Output the line that contains "thumb ip: (927, 902)", then every line beneath it through the end of the records, exactly as given and with no other lines.

(Named joint coordinates)
┌────────

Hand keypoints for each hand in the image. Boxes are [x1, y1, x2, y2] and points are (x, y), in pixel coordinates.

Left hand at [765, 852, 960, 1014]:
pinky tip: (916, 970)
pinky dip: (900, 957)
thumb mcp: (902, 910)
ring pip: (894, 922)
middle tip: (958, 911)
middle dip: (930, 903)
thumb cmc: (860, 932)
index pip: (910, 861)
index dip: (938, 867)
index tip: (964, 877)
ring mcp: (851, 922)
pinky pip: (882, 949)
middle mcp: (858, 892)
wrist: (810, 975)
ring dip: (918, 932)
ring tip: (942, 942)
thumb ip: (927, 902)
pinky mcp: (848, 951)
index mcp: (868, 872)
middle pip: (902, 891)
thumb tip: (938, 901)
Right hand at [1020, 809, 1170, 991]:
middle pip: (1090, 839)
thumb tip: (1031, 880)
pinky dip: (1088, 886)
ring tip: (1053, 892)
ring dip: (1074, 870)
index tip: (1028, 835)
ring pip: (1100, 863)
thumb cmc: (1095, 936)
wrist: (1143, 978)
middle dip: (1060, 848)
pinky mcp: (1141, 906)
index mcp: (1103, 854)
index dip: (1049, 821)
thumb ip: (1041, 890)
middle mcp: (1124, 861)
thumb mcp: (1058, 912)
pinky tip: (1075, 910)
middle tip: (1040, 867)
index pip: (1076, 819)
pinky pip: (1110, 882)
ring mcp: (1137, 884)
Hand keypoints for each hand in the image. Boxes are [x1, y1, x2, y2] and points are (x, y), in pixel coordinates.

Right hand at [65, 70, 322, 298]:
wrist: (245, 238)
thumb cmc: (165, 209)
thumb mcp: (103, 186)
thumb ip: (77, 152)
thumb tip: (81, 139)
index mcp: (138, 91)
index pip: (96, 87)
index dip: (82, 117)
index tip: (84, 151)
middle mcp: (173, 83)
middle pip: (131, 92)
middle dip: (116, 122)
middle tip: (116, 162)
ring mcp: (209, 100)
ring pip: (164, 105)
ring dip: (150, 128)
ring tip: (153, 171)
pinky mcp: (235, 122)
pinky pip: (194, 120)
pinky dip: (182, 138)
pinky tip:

└────────

ANSWER TO THE EXERCISE:
thumb ip: (927, 902)
pinky mcp: (848, 951)
index mcp: (868, 872)
middle pip: (902, 891)
thumb tip: (938, 901)
Right hand at [1020, 809, 1170, 991]:
middle pip: (1090, 839)
thumb tip: (1031, 880)
pinky dip: (1088, 886)
ring tip: (1053, 892)
ring dip: (1074, 870)
index tip: (1028, 835)
ring pip: (1100, 863)
thumb cmc: (1095, 936)
wrist: (1143, 978)
middle dip: (1060, 848)
pinky mcp: (1141, 906)
index mcp: (1103, 854)
index dip: (1049, 821)
thumb ip: (1041, 890)
middle mcp: (1124, 861)
thumb mcp: (1058, 912)
pinky tip: (1075, 910)
middle tip: (1040, 867)
index pip: (1076, 819)
pinky pip: (1110, 882)
ring mcp: (1137, 884)
Hand keypoints for each hand in the image. Boxes are [x1, y1, x2, y2] and points are (x, y), in pixel coordinates.

Right hand at [65, 70, 322, 298]:
wrist: (245, 238)
thumb cmc: (165, 209)
thumb mcp: (103, 186)
thumb ip: (77, 152)
thumb tip: (81, 139)
index mcp: (138, 91)
index pip: (96, 87)
index dip: (82, 117)
index tip: (84, 151)
middle mcp: (173, 83)
middle pip: (131, 92)
middle dip: (116, 122)
middle tip: (116, 162)
ring mcp: (209, 100)
ring pip: (164, 105)
ring dip: (150, 128)
ring tip: (153, 171)
pinky mcp: (235, 122)
pinky pip: (194, 120)
pinky dip: (182, 138)
pinky tip:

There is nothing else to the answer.